→ WHAT THE TASK REQUIRES: Line for line, return the data exactly, omitting all pictures.

→ INPUT FOR THIS TASK:
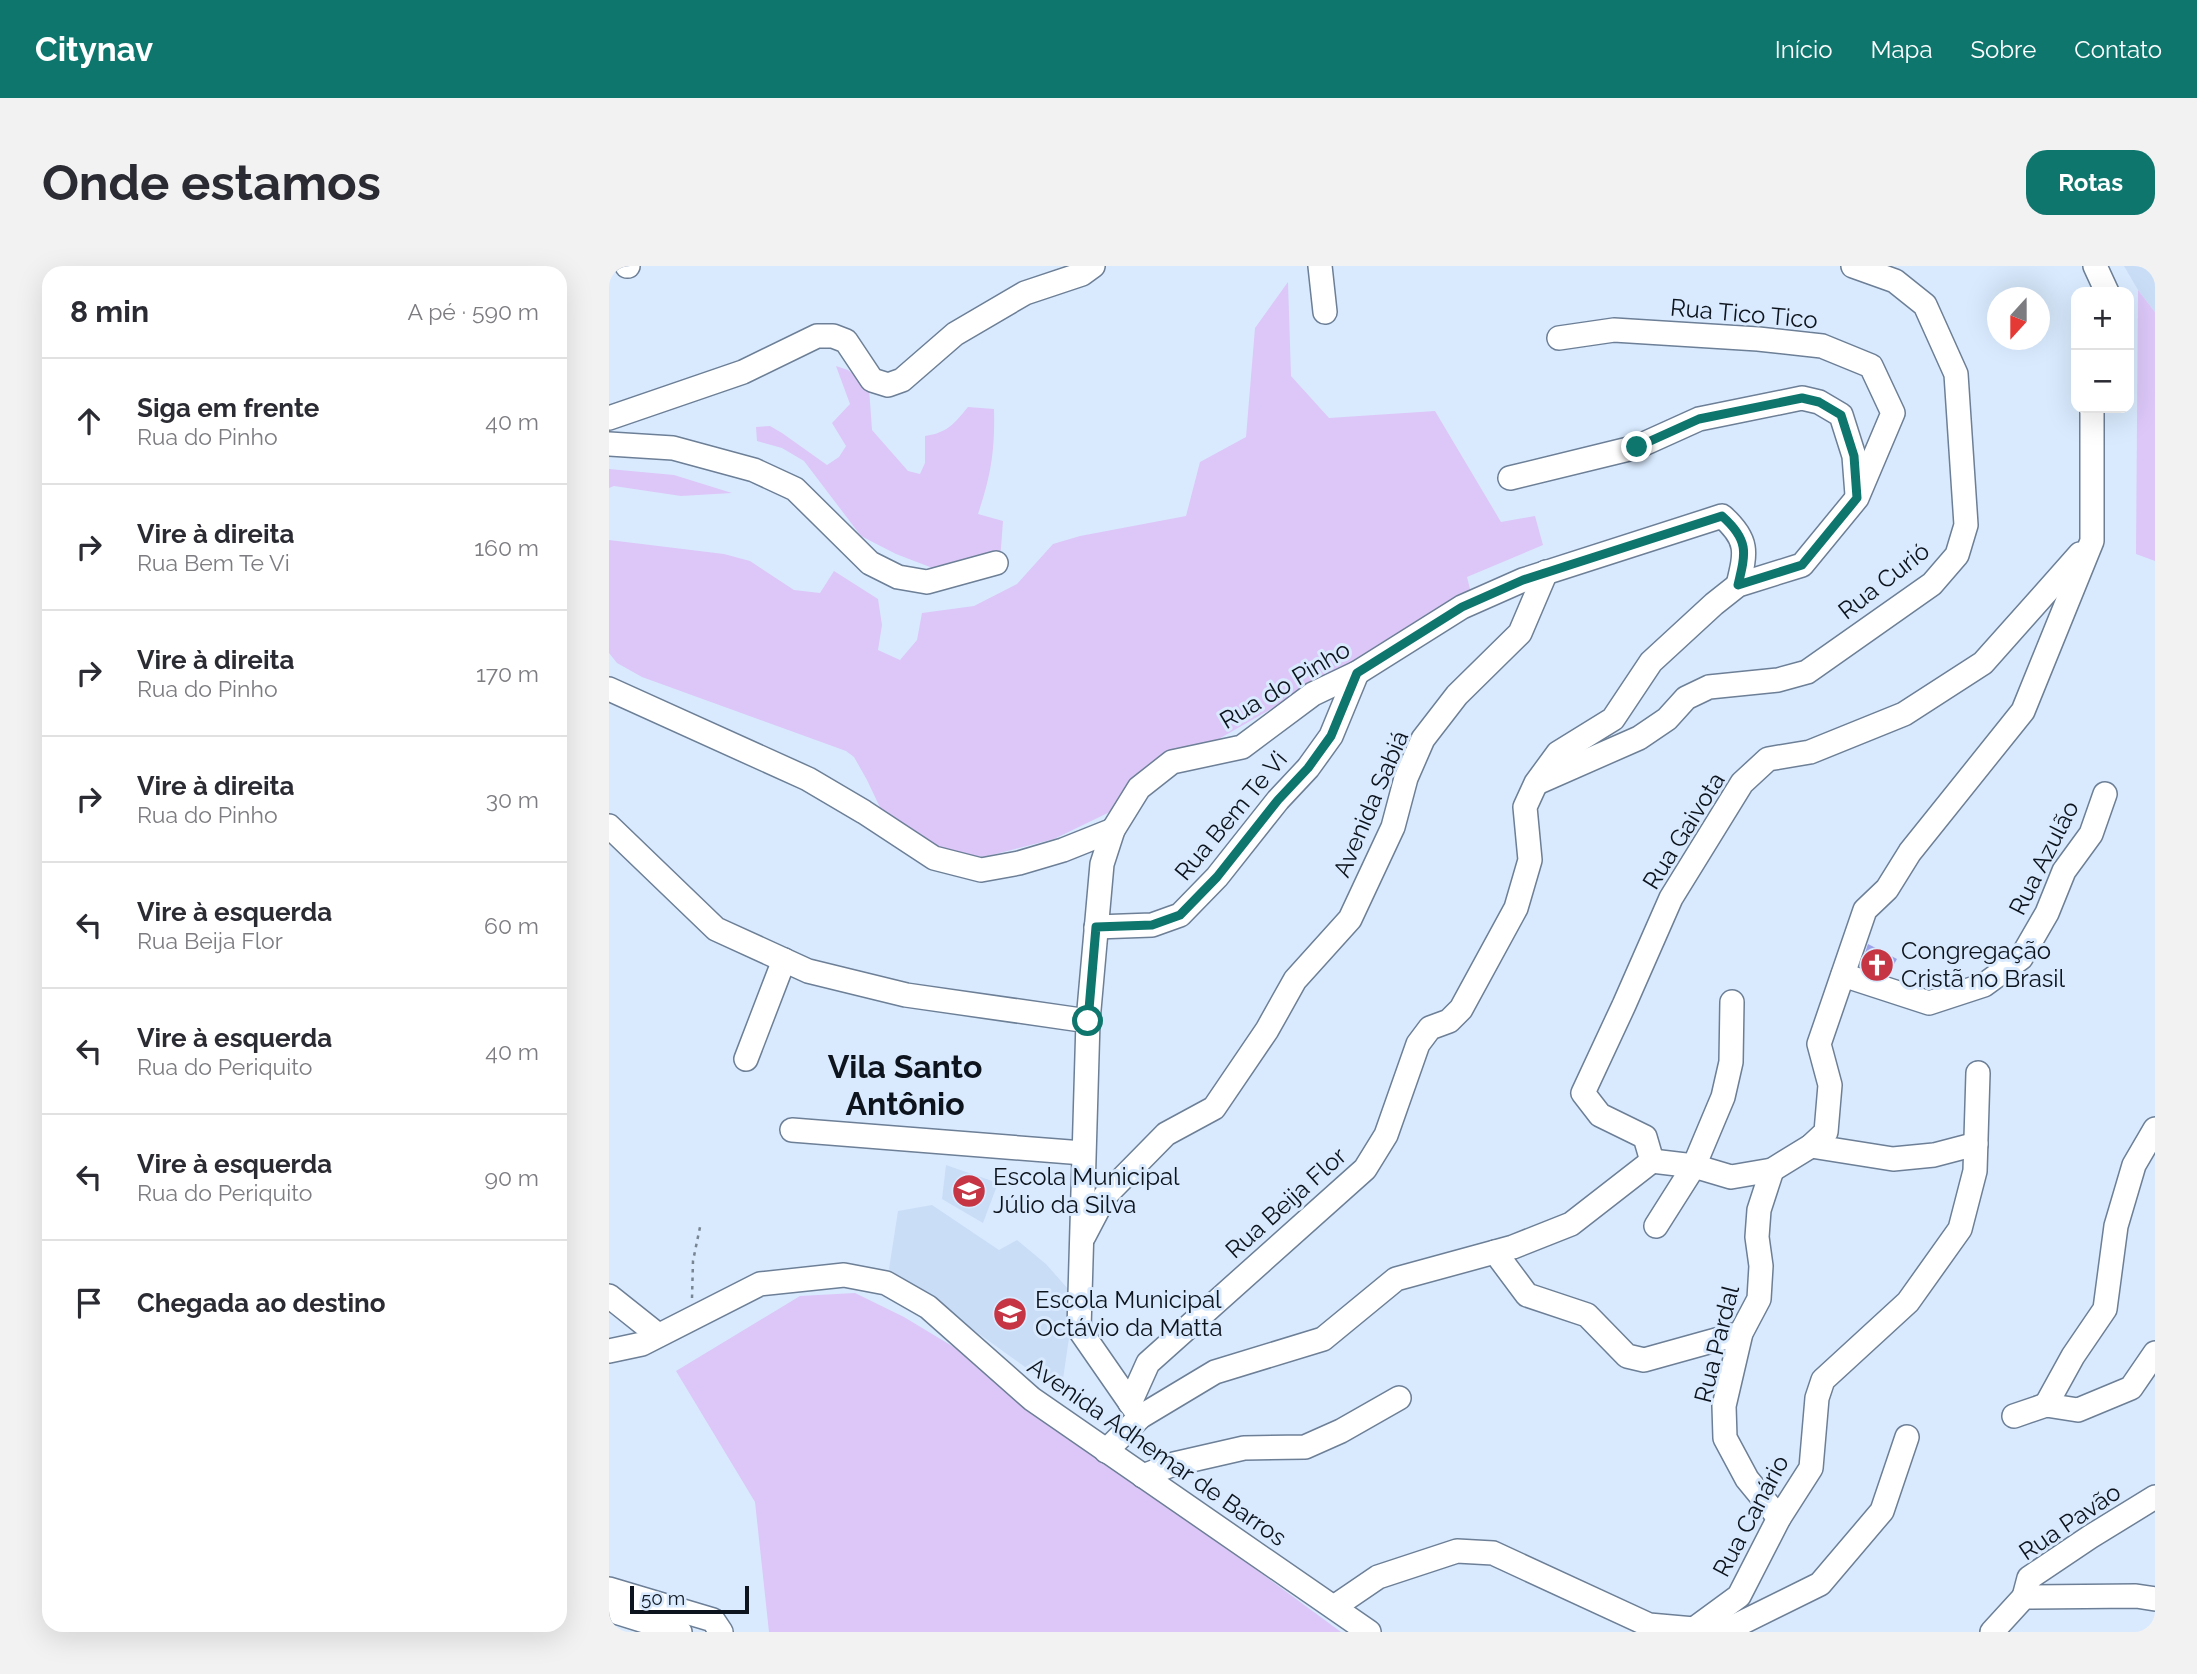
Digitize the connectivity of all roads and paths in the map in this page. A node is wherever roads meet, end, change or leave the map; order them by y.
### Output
1 (1093, 266) edge
2 (1320, 266) edge
3 (1853, 266) edge
4 (2095, 266) edge
5 (2105, 287) edge
6 (1325, 312) dead end
7 (1559, 338) dead end
8 (1893, 413) joint
9 (2092, 413) edge
10 (609, 418) edge
11 (609, 444) edge
12 (1510, 478) dead end
13 (1857, 498) junction
14 (2092, 541) junction
15 (996, 563) dead end
16 (1546, 572) junction
17 (1738, 585) junction
18 (1357, 673) junction
19 (609, 689) edge
20 (1536, 783) junction
21 (2105, 794) dead end
22 (609, 826) edge
23 (1113, 830) junction
24 (1096, 927) junction
25 (784, 960) junction
26 (1843, 975) junction
27 (1732, 1002) dead end
28 (1088, 1021) junction
29 (746, 1059) dead end
30 (1978, 1073) dead end
31 (2155, 1129) edge
32 (792, 1130) dead end
33 (1645, 1137) junction
34 (1976, 1143) junction
35 (1811, 1146) junction
36 (1083, 1153) junction
37 (1652, 1161) junction
38 (1694, 1166) junction
39 (1772, 1170) junction
40 (1655, 1226) dead end
41 (700, 1227) dead end
42 (1081, 1242) junction
43 (1495, 1252) junction
44 (609, 1296) edge
45 (691, 1318) junction
46 (1741, 1333) junction
47 (657, 1335) junction
48 (609, 1351) edge
49 (2155, 1353) edge
50 (1399, 1398) dead end
51 (2046, 1405) junction
52 (1135, 1410) junction
53 (2014, 1416) dead end
54 (1907, 1437) dead end
55 (1106, 1451) junction
56 (1143, 1476) junction
57 (2155, 1497) edge
58 (1779, 1518) junction
59 (609, 1589) edge
60 (2024, 1597) junction
61 (2155, 1599) edge
62 (1334, 1608) junction
63 (609, 1610) edge
64 (1694, 1629) junction
65 (680, 1632) edge
66 (721, 1632) edge
67 (1369, 1632) edge
68 (1992, 1632) edge

1 - 10 street
2 - 6 street
3 - 20 street, Rua Curió
4 - 5 street
7 - 8 street, Rua Tico Tico
8 - 13 street, Rua Beija Flor
9 - 14 street
11 - 15 street
12 - 13 street
13 - 17 street, Rua Beija Flor
14 - 26 street
14 - 33 street, Rua Gaivota
16 - 17 street, Rua do Pinho
16 - 18 street, Rua do Pinho
16 - 42 street, Avenida Sabiá
17 - 20 street, Rua Beija Flor
18 - 23 street, Rua do Pinho
18 - 24 street, Rua Bem Te Vi
19 - 23 street
20 - 52 street, Rua Beija Flor
21 - 26 street, Rua Azulão
22 - 25 street
23 - 24 street, Rua do Pinho
24 - 28 street, Rua do Pinho
25 - 28 street
25 - 29 street
26 - 35 street
27 - 38 street
28 - 36 street, Rua do Pinho
30 - 34 street, Rua Canário
31 - 51 street
32 - 36 street
33 - 37 street
33 - 38 street
34 - 35 street
34 - 58 street, Rua Canário
35 - 39 street
36 - 42 street, Rua do Pinho
37 - 38 street
37 - 43 street
38 - 39 street
38 - 40 street
39 - 46 street, Rua Pardal
41 - 45 path
42 - 52 street, Rua do Pinho
43 - 46 street
43 - 52 street
44 - 47 street
45 - 47 street, Avenida Adhemar de Barros
45 - 55 street, Avenida Adhemar de Barros
46 - 58 street, Rua Pardal
47 - 48 street, Avenida Adhemar de Barros
49 - 51 street
50 - 56 street
51 - 53 street
52 - 55 street
54 - 64 street
55 - 56 street, Avenida Adhemar de Barros
56 - 62 street, Avenida Adhemar de Barros
57 - 60 street, Rua Pavão
58 - 64 street, Rua Canário
59 - 66 street
60 - 61 street
60 - 68 street
62 - 64 street
62 - 67 street, Avenida Adhemar de Barros
63 - 65 street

→ RESPONSE AREA:
Digitize the connectivity of all roads and paths in the map in this page. A node is wherever roads meet, end, change or leave the map; order them by y.
### Output
1 (1093, 266) edge
2 (1320, 266) edge
3 (1853, 266) edge
4 (2095, 266) edge
5 (2105, 287) edge
6 (1325, 312) dead end
7 (1559, 338) dead end
8 (1893, 413) joint
9 (2092, 413) edge
10 (609, 418) edge
11 (609, 444) edge
12 (1510, 478) dead end
13 (1857, 498) junction
14 (2092, 541) junction
15 (996, 563) dead end
16 (1546, 572) junction
17 (1738, 585) junction
18 (1357, 673) junction
19 (609, 689) edge
20 (1536, 783) junction
21 (2105, 794) dead end
22 (609, 826) edge
23 (1113, 830) junction
24 (1096, 927) junction
25 (784, 960) junction
26 (1843, 975) junction
27 (1732, 1002) dead end
28 (1088, 1021) junction
29 (746, 1059) dead end
30 (1978, 1073) dead end
31 (2155, 1129) edge
32 (792, 1130) dead end
33 (1645, 1137) junction
34 (1976, 1143) junction
35 (1811, 1146) junction
36 (1083, 1153) junction
37 (1652, 1161) junction
38 (1694, 1166) junction
39 (1772, 1170) junction
40 (1655, 1226) dead end
41 (700, 1227) dead end
42 (1081, 1242) junction
43 (1495, 1252) junction
44 (609, 1296) edge
45 (691, 1318) junction
46 (1741, 1333) junction
47 (657, 1335) junction
48 (609, 1351) edge
49 (2155, 1353) edge
50 (1399, 1398) dead end
51 (2046, 1405) junction
52 (1135, 1410) junction
53 (2014, 1416) dead end
54 (1907, 1437) dead end
55 (1106, 1451) junction
56 (1143, 1476) junction
57 (2155, 1497) edge
58 (1779, 1518) junction
59 (609, 1589) edge
60 (2024, 1597) junction
61 (2155, 1599) edge
62 (1334, 1608) junction
63 (609, 1610) edge
64 (1694, 1629) junction
65 (680, 1632) edge
66 (721, 1632) edge
67 (1369, 1632) edge
68 (1992, 1632) edge

1 - 10 street
2 - 6 street
3 - 20 street, Rua Curió
4 - 5 street
7 - 8 street, Rua Tico Tico
8 - 13 street, Rua Beija Flor
9 - 14 street
11 - 15 street
12 - 13 street
13 - 17 street, Rua Beija Flor
14 - 26 street
14 - 33 street, Rua Gaivota
16 - 17 street, Rua do Pinho
16 - 18 street, Rua do Pinho
16 - 42 street, Avenida Sabiá
17 - 20 street, Rua Beija Flor
18 - 23 street, Rua do Pinho
18 - 24 street, Rua Bem Te Vi
19 - 23 street
20 - 52 street, Rua Beija Flor
21 - 26 street, Rua Azulão
22 - 25 street
23 - 24 street, Rua do Pinho
24 - 28 street, Rua do Pinho
25 - 28 street
25 - 29 street
26 - 35 street
27 - 38 street
28 - 36 street, Rua do Pinho
30 - 34 street, Rua Canário
31 - 51 street
32 - 36 street
33 - 37 street
33 - 38 street
34 - 35 street
34 - 58 street, Rua Canário
35 - 39 street
36 - 42 street, Rua do Pinho
37 - 38 street
37 - 43 street
38 - 39 street
38 - 40 street
39 - 46 street, Rua Pardal
41 - 45 path
42 - 52 street, Rua do Pinho
43 - 46 street
43 - 52 street
44 - 47 street
45 - 47 street, Avenida Adhemar de Barros
45 - 55 street, Avenida Adhemar de Barros
46 - 58 street, Rua Pardal
47 - 48 street, Avenida Adhemar de Barros
49 - 51 street
50 - 56 street
51 - 53 street
52 - 55 street
54 - 64 street
55 - 56 street, Avenida Adhemar de Barros
56 - 62 street, Avenida Adhemar de Barros
57 - 60 street, Rua Pavão
58 - 64 street, Rua Canário
59 - 66 street
60 - 61 street
60 - 68 street
62 - 64 street
62 - 67 street, Avenida Adhemar de Barros
63 - 65 street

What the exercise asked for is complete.